== ASSIGNMENT ==
In the material below, find the line with "thumb cmc: (1172, 872)" and the line with "ring tip: (497, 346)". Output exactly those two lines and all lines between them, leaving out pictures.

== PROVIDED RECORDS ==
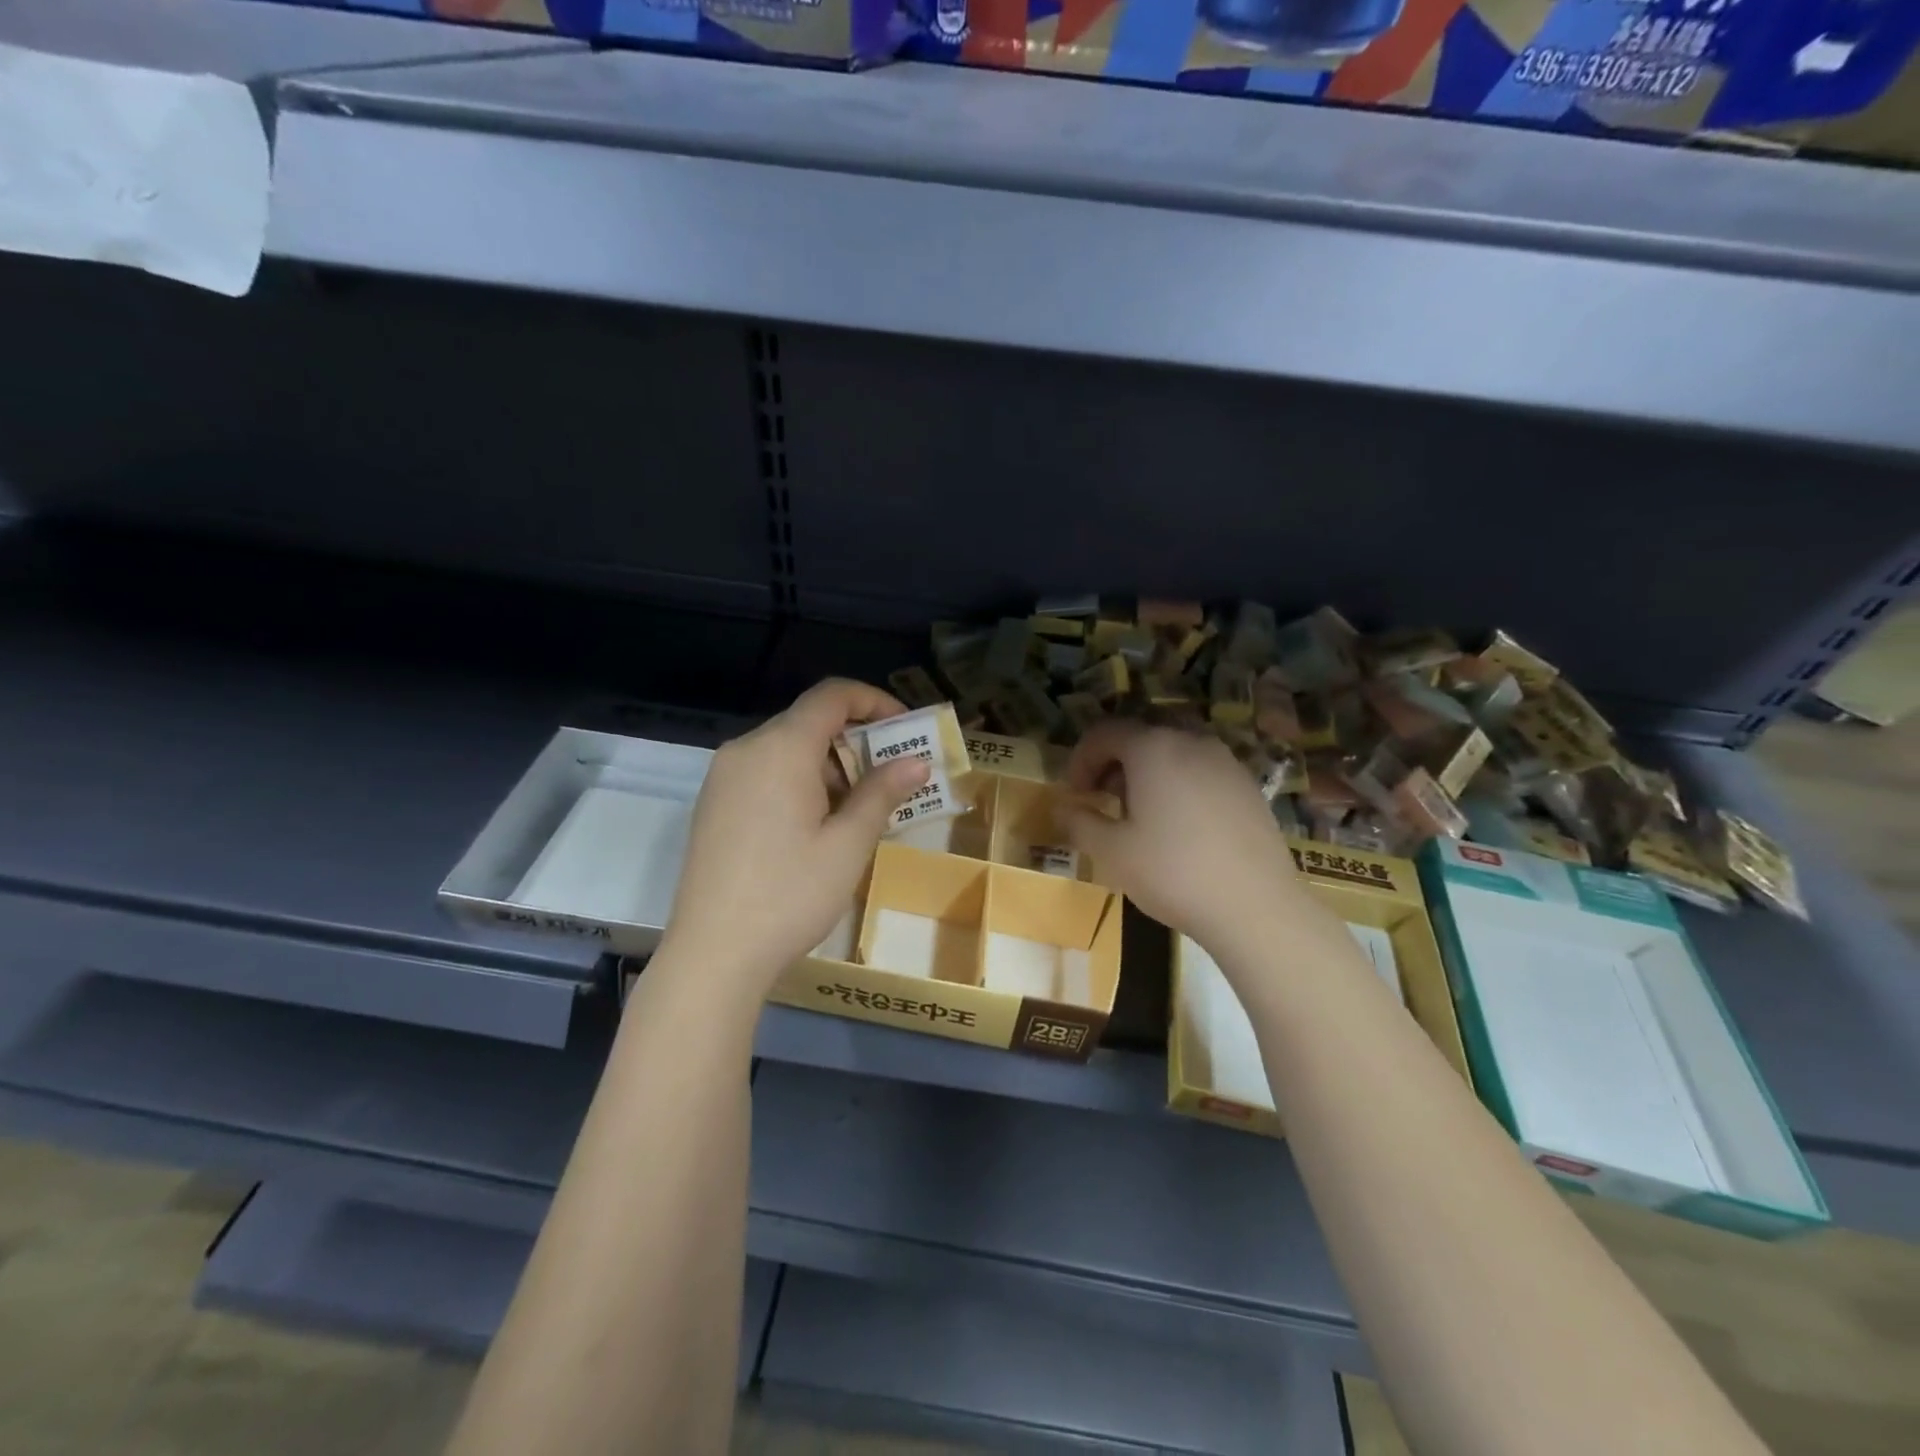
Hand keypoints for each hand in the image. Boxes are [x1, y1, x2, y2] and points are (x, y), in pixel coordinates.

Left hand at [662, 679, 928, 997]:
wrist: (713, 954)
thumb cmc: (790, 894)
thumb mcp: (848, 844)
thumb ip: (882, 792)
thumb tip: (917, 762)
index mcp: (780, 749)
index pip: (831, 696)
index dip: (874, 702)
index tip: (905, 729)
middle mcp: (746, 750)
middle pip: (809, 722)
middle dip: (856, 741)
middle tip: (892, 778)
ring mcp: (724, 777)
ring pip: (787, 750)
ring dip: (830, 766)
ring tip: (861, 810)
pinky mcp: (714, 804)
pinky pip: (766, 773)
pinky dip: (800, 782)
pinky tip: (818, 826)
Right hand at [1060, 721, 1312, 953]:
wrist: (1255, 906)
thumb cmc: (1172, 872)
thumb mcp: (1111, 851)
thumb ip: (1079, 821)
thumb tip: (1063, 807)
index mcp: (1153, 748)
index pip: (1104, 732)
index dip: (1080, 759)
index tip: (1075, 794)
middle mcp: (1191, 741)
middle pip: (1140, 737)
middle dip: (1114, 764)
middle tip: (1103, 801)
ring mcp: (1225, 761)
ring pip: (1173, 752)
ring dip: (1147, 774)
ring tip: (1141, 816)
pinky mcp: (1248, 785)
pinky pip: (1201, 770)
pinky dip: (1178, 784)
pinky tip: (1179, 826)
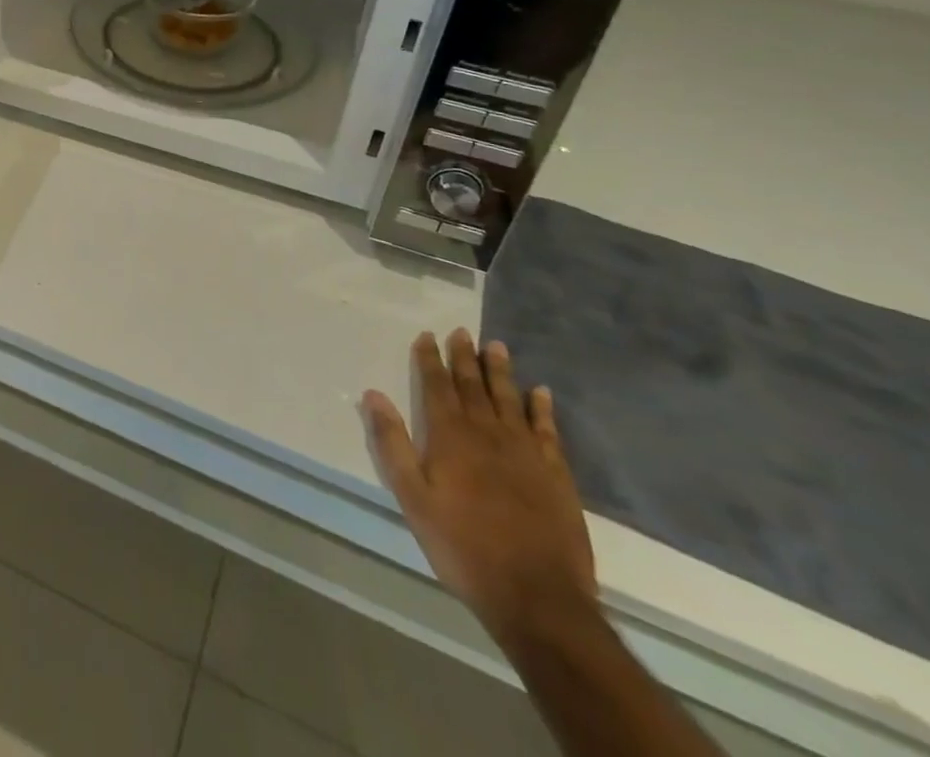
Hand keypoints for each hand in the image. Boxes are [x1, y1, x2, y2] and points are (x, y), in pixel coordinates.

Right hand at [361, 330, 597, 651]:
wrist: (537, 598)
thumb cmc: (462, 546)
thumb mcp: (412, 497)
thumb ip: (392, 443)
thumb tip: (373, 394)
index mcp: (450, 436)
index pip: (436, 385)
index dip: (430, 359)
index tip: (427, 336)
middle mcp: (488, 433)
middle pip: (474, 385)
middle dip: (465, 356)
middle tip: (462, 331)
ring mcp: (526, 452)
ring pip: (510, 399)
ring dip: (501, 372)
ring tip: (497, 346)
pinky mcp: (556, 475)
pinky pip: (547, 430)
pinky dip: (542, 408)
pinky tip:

== ANSWER ==
thumb cmc: (1172, 872)
thumb mcp: (1111, 851)
thumb ip: (1079, 821)
thumb tip: (1063, 807)
index mcp: (1153, 748)
index pip: (1104, 732)
index dip: (1080, 759)
index tip: (1075, 794)
middle mcp: (1191, 741)
middle pip: (1140, 737)
middle dip: (1114, 764)
middle tip: (1103, 801)
ring mcp: (1225, 761)
ring pip: (1173, 752)
ring dip: (1147, 774)
ring tip: (1141, 816)
pinky mcp: (1248, 785)
pinky pip: (1201, 770)
pinky dip: (1178, 784)
pinky tip: (1179, 826)
Hand keypoints for each hand in the image. Boxes are [x1, y1, x2, y2] and points are (x, y), in pixel coordinates.

Right hand at [361, 330, 597, 651]:
wrist: (537, 598)
thumb cmc: (462, 546)
thumb mcp: (412, 497)
thumb ip: (392, 443)
thumb tip: (373, 394)
index mcp: (450, 436)
index pip: (436, 385)
index dip: (430, 359)
index tip: (427, 336)
middle mcp: (488, 433)
middle pip: (474, 385)
middle dip: (465, 356)
middle tip: (462, 331)
ring mcp: (526, 452)
ring pip: (510, 399)
ring dip: (501, 372)
ring tip: (497, 346)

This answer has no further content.